Often translated to English as willpower. However in the true sense it refers to the special energy that is a part of a higher state of evolution that the yogis and divine beings posses. Though the seed of this special power called Iccha Shakti lays in the ordinary willpower that we posses, however the effect of this Iccha Shakti can be very dramatic.
To will something to happen and it does, to will something does not happen and it doesn’t.
A couple of yogis were walking on a path; a fire broke out among the huts of the poor. As guru and disciple walked on, the disciple thought to himself “Why does God always strike the poor?” As he went a little further, a wave of compassion swept over him. He took a sankalp (a pledge) “May this fire stop”. The fire stopped, the huts of the poor were saved. As they continued to walk further, the guru said to the disciple “Son, this time you have taken a pledge but do not do this in future. For changing the course of nature is against the will of the Divine”.
In another case a well known yogi speaks of an experience with his master. Both Guru and disciple were walking along a mountain path in the Himalayas, a landslide started. The disciple could see big stones and rocks starting to tumble their way. He thought to himself “This is the end”. But the master looked at him and said “Do not be scared. Nature has no power over us”. He commanded the landslide to stop. When they had finished crossing that part of the path, he said “Start now” to the landslide. And they both walked on. This is Iccha Shakti.
In practical terms Iccha Shakti is mostly used by Yogis to impart an initiation to the disciples. A sadhak had been doing the Gayatri Mantra for quite some time. Though the mantra did have some effect on him yet he did not feel that he was benefiting as much as he would have liked to. In his travels he met a Siddha. The Siddha was pleased with the enthusiasm and devotion of the sadhak so he gave him the Gayatri Mantra as a practice. Now when the student started doing the Gayatri, within a week he could feel that there was some kind of change in the rays of the sun. At certain points they would become more intense. It seemed as though finally the light of Savitur was shining through.
To be successful in attaining a result/siddhi of any spiritual practice for a sadhak it is necessary to receive a spiritual practice from a master or an able initiator. Whenever we receive any practice from a spiritual master, there is the Iccha Shakti of the master/ lineage behind it. This is possibly the only short cut to success for otherwise there is none. In the world of spirituality the Guru is the universal donor and the sadhak or student has to at least try to be the universal acceptor. For to seek unprepared is a sign of failure.

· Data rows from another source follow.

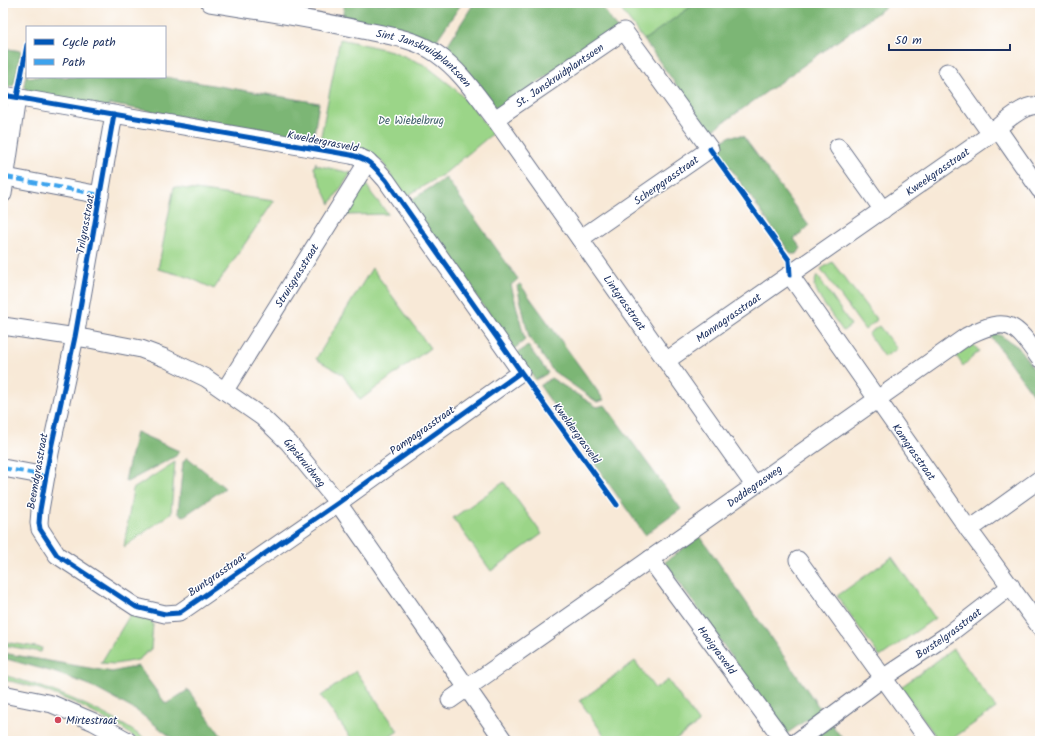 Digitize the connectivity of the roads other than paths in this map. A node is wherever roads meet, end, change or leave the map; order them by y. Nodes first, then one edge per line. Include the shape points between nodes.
1 (210, 3) edge
2 (264, 7) edge
3 (624, 31) joint
4 (947, 72) dead end
5 (10, 96) edge
6 (1040, 106) edge
7 (114, 114) junction
8 (495, 119) junction
9 (994, 131) junction
10 (838, 147) dead end
11 (368, 161) junction
12 (6, 177) junction
13 (1040, 190) edge
14 (3, 194) edge
15 (100, 195) junction
16 (883, 210) junction
17 (580, 239) junction
18 (790, 275) junction
19 (3, 326) edge
20 (75, 337) junction
21 (1040, 359) edge
22 (666, 361) junction
23 (518, 375) joint
24 (225, 390) junction
25 (878, 400) junction
26 (3, 468) edge
27 (41, 475) junction
28 (1040, 480) edge
29 (754, 485) junction
30 (338, 503) junction
31 (969, 530) junction
32 (650, 559) junction
33 (798, 560) dead end
34 (100, 583) joint
35 (1011, 586) junction
36 (1040, 627) edge
37 (883, 678) junction
38 (466, 688) junction
39 (3, 694) edge
40 (450, 700) dead end
41 (128, 741) edge
42 (504, 741) edge
43 (784, 741) edge
44 (798, 741) edge
45 (929, 741) edge

1 - 2 street, Sint Janskruidplantsoen
2 - 8 street, Sint Janskruidplantsoen via 406,40 436,53 462,78
3 - 8 street, St. Janskruidplantsoen
3 - 17 street, Scherpgrasstraat via 710,149
4 - 9 street
5 - 7 street, Kweldergrasveld
5 - 12 street
6 - 9 street, Kweekgrasstraat via 1036,105 1016,113
7 - 11 street, Kweldergrasveld via 351,155
7 - 15 street, Trilgrasstraat
8 - 17 street, Lintgrasstraat
9 - 13 street
9 - 16 street, Kweekgrasstraat
10 - 16 street
11 - 23 street, Kweldergrasveld via 386,180 521,372
11 - 24 street, Struisgrasstraat
12 - 14 street
12 - 15 street
15 - 20 street, Trilgrasstraat
16 - 18 street, Kweekgrasstraat
17 - 22 street, Lintgrasstraat
18 - 22 street, Mannagrasstraat
18 - 25 street, Kamgrasstraat
19 - 20 street, Gipskruidweg
20 - 24 street, Gipskruidweg via 141,349 195,372
20 - 27 street, Beemdgrasstraat
21 - 25 street, Doddegrasweg via 1015,328 1007,325 980,329
22 - 29 street, Lintgrasstraat
23 - 30 street, Pampagrasstraat
24 - 30 street, Gipskruidweg via 262,417 289,443
25 - 29 street, Doddegrasweg
25 - 31 street, Kamgrasstraat
26 - 27 street, Beemdgrasstraat
27 - 34 street, Beemdgrasstraat via 40,529 57,555
28 - 31 street
29 - 32 street, Doddegrasweg
30 - 34 street, Buntgrasstraat via 179,613 165,614 136,607
30 - 38 street, Gipskruidweg
31 - 35 street, Kamgrasstraat
32 - 38 street, Doddegrasweg
32 - 43 street, Hooigrasveld
33 - 37 street
35 - 36 street, Kamgrasstraat
35 - 37 street, Borstelgrasstraat via 949,634
37 - 44 street, Borstelgrasstraat
37 - 45 street
38 - 40 street, Doddegrasweg
38 - 42 street, Gipskruidweg
39 - 41 street via 52,704 94,722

All sadhana and initiations lead to the development of Iccha Shakti, an integral part of the journey from imperfection to perfection. Initiation is that power which has the power to change the way the receiver sees the world. Whenever a prepared Sadhak and an able Guru meet, an event is sure to occur. This event changes the course of an individual’s life. All spiritual practice is Gurumukhi, meant to be learned at the feet of a master.
Siddhis are the ripening of the effort and willpower of the individual sadhak. A unification of the limited individual Iccha Shakti with the Divine. An attempt to attain divinity. “Dadati iti devta”. He who gives is a devta, a being of light. Iccha Shakti tending to infinity.